Someday we may be able to say the same thing about technology and be just as right, but so far no one has come up with any easy answers or even a surefire path to the future. Ethanol, biodiesel and hybrids are, let's hope, transitional technologies. Plug-in hybrids, when they become available, will be an improvement, but our goal must be cars that don't use fossil fuels or internal combustion engines.

Either battery-electric power or hydrogen offers carmakers the opportunity to completely rethink the design and manufacturing of vehicles. But even if the ideal technology suddenly emerges and everybody says, “Oh, boy, the next car I buy is going to be one of those kinds of cars,” it will take years to replace all the gas hogs. After all, I was driving across the continent in a fifteen-year-old set of wheels. Boehm had stated the obvious: “There's no way you're going to snap your fingers and wake up tomorrow morning and
it's going to be a hydrogen world or an electric vehicle world or whatever.”

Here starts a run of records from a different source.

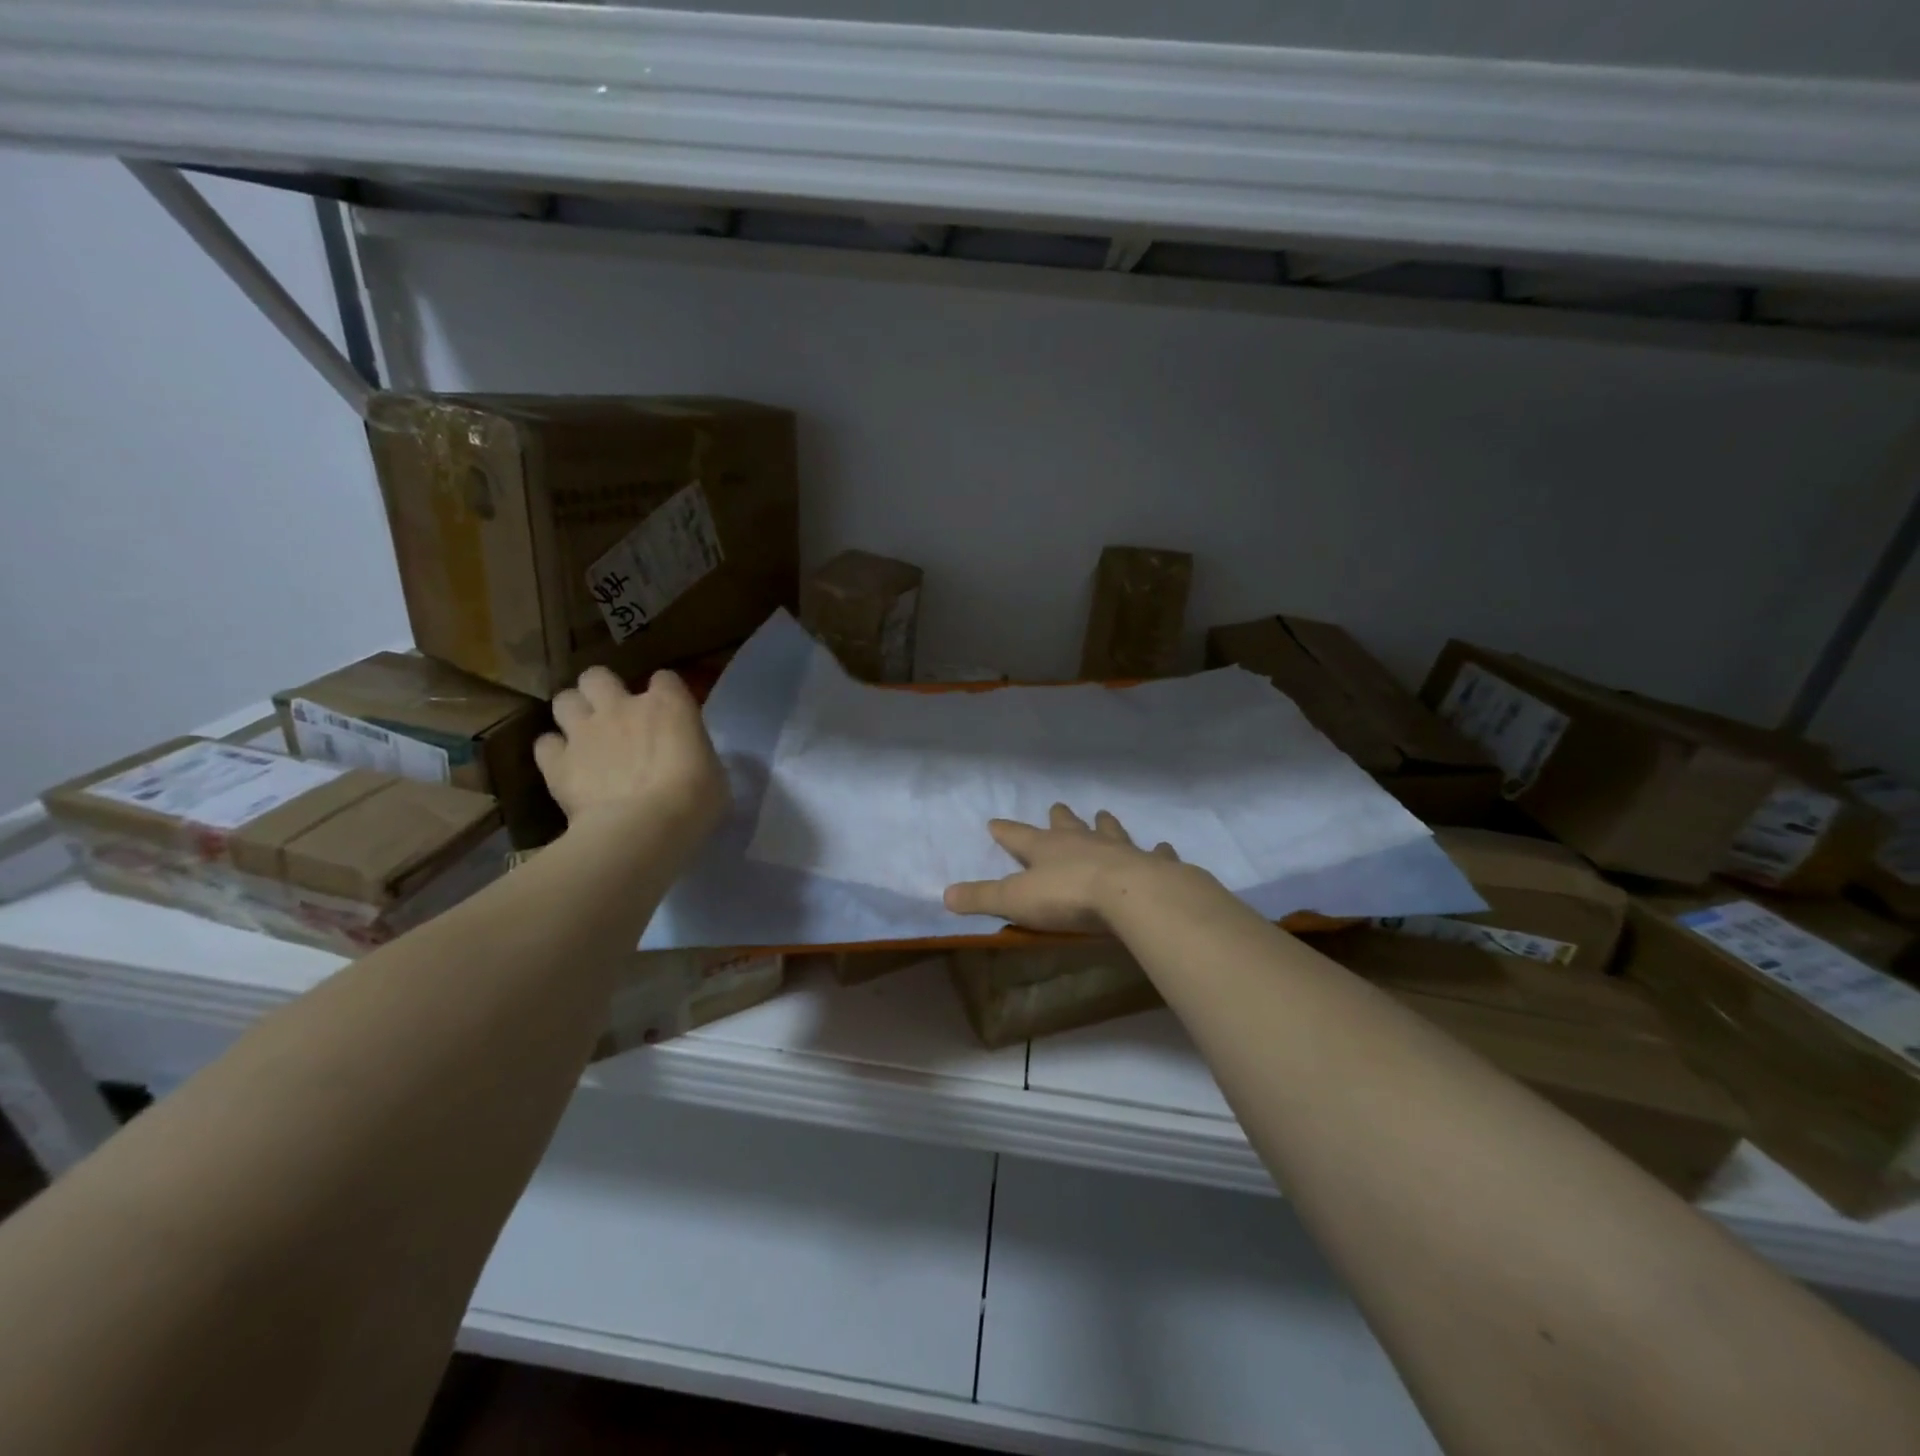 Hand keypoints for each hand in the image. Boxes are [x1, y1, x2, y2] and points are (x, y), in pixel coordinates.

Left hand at [534, 667, 729, 846]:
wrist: (644, 829)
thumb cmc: (695, 801)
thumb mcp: (712, 771)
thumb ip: (693, 753)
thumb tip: (686, 759)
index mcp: (668, 705)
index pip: (665, 679)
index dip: (664, 693)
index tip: (668, 713)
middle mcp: (621, 707)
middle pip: (597, 676)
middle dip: (602, 690)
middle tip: (613, 714)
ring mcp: (584, 732)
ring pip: (564, 700)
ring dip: (574, 714)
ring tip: (584, 736)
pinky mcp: (557, 762)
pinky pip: (545, 744)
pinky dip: (554, 752)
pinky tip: (566, 767)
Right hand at [943, 805, 1184, 933]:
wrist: (1130, 895)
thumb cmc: (1067, 896)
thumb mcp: (1015, 900)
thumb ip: (982, 898)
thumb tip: (945, 895)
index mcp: (1046, 849)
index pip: (1018, 836)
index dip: (1005, 831)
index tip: (994, 822)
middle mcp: (1082, 841)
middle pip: (1067, 825)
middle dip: (1060, 817)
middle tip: (1058, 807)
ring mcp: (1119, 849)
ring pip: (1109, 830)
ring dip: (1105, 825)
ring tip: (1104, 815)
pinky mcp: (1151, 864)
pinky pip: (1155, 853)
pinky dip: (1158, 851)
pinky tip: (1164, 847)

We need to step up the research and development, and cross our fingers. But, at the same time, let's not forget that we wouldn't be so desperate for a technological fix if we didn't drive so much— if more cities were like San Francisco and more people walked to work, to shop and to play.

17
The Pacific Coast Highway

Conflicted

I PARKED MY MAXIMA
at the airport in San Francisco and rented a silver convertible Mustang for the drive to Los Angeles and back. My sidekick for the trip south was Mike Harper, who owns two Porsches and races one of them, and admits to being a devout car worshipper. But since he was going through a crisis of faith, it turned out that I was to be his confessor over the next few days.

As a preteen growing up in Kitchener, Ontario, Mike fell for his dad's exotic automobiles, including a BMW Bavaria, a couple of Jaguars and an old Morgan. “I couldn't drive them but I certainly enjoyed driving in them,” he told me. “And I got to wash them. So from an early age I literally had hands-on experience with cars. I got close to them and noticed the curves and the artfulness of special cars and started looking forward to the day when I could start driving them.” When he was a teenager, his family had six sets of wheels and only three drivers, so Mike did much of his driving in a Fiat Spyder. At twenty-one, he bought his first car, which he is embarrassed to admit was a two-tone Pinto wagon. He then bought his own Fiat Spyder, nicknamed “Fix it Again, Tony”—and his mechanic really was named Tony. He sold it after the hassle and expense of keeping it on the road became too much for him.

In 1994, he bought a Porsche 911 and started racing, reasoning that it would be a shame to have a car like that and not take it on the track and really learn how to drive it. He joined the local Porsche club, started out at the lapping days and then progressed up the various levels. “Half of it is the racing,” he explained, “and the other half is the race culture and the people.”

Though he owns three other vehicles—a 2000 Porsche Boxster S, a Saab and a pickup truck he uses at his place in the country— he has a special attachment to his 911, which has been through many iterations, from street car to track car, back to street car and finally to a full race car. Someday, he'll probably convert it to a street car again. “I've never had a car that I had a deeper relationship with,” he said. “It's doubtful that I will ever sell that car.” But he was having second thoughts about his Boxster, which he liked but considered a bit of a poser car—the kind of car driven by men who aren't car guys but have lots of dough. This wasn't the first time Mike had let peer pressure sway his opinion of a car. He liked his Mazda Miata, except that it was the source of too much ridicule from his friends, who considered it a “chick car.” Finally, after one guy asked him if he had pink racing gloves to go with it, he decided to sell.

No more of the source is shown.